- Description of the task:
Write out all the entries below without any change.

===== Data for processing =====

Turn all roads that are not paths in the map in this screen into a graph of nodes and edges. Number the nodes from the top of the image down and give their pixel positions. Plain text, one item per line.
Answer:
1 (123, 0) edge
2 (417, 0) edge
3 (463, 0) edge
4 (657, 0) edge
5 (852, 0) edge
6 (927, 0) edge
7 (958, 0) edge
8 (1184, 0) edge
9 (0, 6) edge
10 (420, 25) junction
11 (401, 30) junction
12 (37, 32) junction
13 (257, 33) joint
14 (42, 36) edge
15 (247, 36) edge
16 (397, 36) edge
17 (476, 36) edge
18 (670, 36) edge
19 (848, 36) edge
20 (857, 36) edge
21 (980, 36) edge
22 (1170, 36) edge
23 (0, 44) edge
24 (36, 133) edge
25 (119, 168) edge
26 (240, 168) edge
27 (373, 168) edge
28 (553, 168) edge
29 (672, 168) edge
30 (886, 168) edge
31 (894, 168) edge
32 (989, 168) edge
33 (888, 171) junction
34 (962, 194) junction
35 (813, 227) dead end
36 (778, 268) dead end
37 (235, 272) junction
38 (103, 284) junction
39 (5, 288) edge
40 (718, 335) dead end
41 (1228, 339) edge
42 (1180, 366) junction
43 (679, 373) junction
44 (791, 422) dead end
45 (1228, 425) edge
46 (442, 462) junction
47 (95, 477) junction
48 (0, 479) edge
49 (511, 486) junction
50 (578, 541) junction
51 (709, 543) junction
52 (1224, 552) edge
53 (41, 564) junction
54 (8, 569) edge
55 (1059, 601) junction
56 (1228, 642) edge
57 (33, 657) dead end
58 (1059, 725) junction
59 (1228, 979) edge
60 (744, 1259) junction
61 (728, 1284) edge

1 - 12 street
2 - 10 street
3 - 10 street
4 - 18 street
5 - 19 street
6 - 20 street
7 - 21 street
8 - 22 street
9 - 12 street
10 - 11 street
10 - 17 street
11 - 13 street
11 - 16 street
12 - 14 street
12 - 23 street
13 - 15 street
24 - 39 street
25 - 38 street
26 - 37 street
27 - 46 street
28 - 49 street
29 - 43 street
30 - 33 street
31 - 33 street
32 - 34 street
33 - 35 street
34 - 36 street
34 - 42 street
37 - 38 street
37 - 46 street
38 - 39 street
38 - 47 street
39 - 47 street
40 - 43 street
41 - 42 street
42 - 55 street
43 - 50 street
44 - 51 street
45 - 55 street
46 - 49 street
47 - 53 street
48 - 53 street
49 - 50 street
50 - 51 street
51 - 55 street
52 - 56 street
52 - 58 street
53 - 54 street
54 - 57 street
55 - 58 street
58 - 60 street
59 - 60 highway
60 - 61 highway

=====

- Task result:
Turn all roads that are not paths in the map in this screen into a graph of nodes and edges. Number the nodes from the top of the image down and give their pixel positions. Plain text, one item per line.
Answer:
1 (123, 0) edge
2 (417, 0) edge
3 (463, 0) edge
4 (657, 0) edge
5 (852, 0) edge
6 (927, 0) edge
7 (958, 0) edge
8 (1184, 0) edge
9 (0, 6) edge
10 (420, 25) junction
11 (401, 30) junction
12 (37, 32) junction
13 (257, 33) joint
14 (42, 36) edge
15 (247, 36) edge
16 (397, 36) edge
17 (476, 36) edge
18 (670, 36) edge
19 (848, 36) edge
20 (857, 36) edge
21 (980, 36) edge
22 (1170, 36) edge
23 (0, 44) edge
24 (36, 133) edge
25 (119, 168) edge
26 (240, 168) edge
27 (373, 168) edge
28 (553, 168) edge
29 (672, 168) edge
30 (886, 168) edge
31 (894, 168) edge
32 (989, 168) edge
33 (888, 171) junction
34 (962, 194) junction
35 (813, 227) dead end
36 (778, 268) dead end
37 (235, 272) junction
38 (103, 284) junction
39 (5, 288) edge
40 (718, 335) dead end
41 (1228, 339) edge
42 (1180, 366) junction
43 (679, 373) junction
44 (791, 422) dead end
45 (1228, 425) edge
46 (442, 462) junction
47 (95, 477) junction
48 (0, 479) edge
49 (511, 486) junction
50 (578, 541) junction
51 (709, 543) junction
52 (1224, 552) edge
53 (41, 564) junction
54 (8, 569) edge
55 (1059, 601) junction
56 (1228, 642) edge
57 (33, 657) dead end
58 (1059, 725) junction
59 (1228, 979) edge
60 (744, 1259) junction
61 (728, 1284) edge

1 - 12 street
2 - 10 street
3 - 10 street
4 - 18 street
5 - 19 street
6 - 20 street
7 - 21 street
8 - 22 street
9 - 12 street
10 - 11 street
10 - 17 street
11 - 13 street
11 - 16 street
12 - 14 street
12 - 23 street
13 - 15 street
24 - 39 street
25 - 38 street
26 - 37 street
27 - 46 street
28 - 49 street
29 - 43 street
30 - 33 street
31 - 33 street
32 - 34 street
33 - 35 street
34 - 36 street
34 - 42 street
37 - 38 street
37 - 46 street
38 - 39 street
38 - 47 street
39 - 47 street
40 - 43 street
41 - 42 street
42 - 55 street
43 - 50 street
44 - 51 street
45 - 55 street
46 - 49 street
47 - 53 street
48 - 53 street
49 - 50 street
50 - 51 street
51 - 55 street
52 - 56 street
52 - 58 street
53 - 54 street
54 - 57 street
55 - 58 street
58 - 60 street
59 - 60 highway
60 - 61 highway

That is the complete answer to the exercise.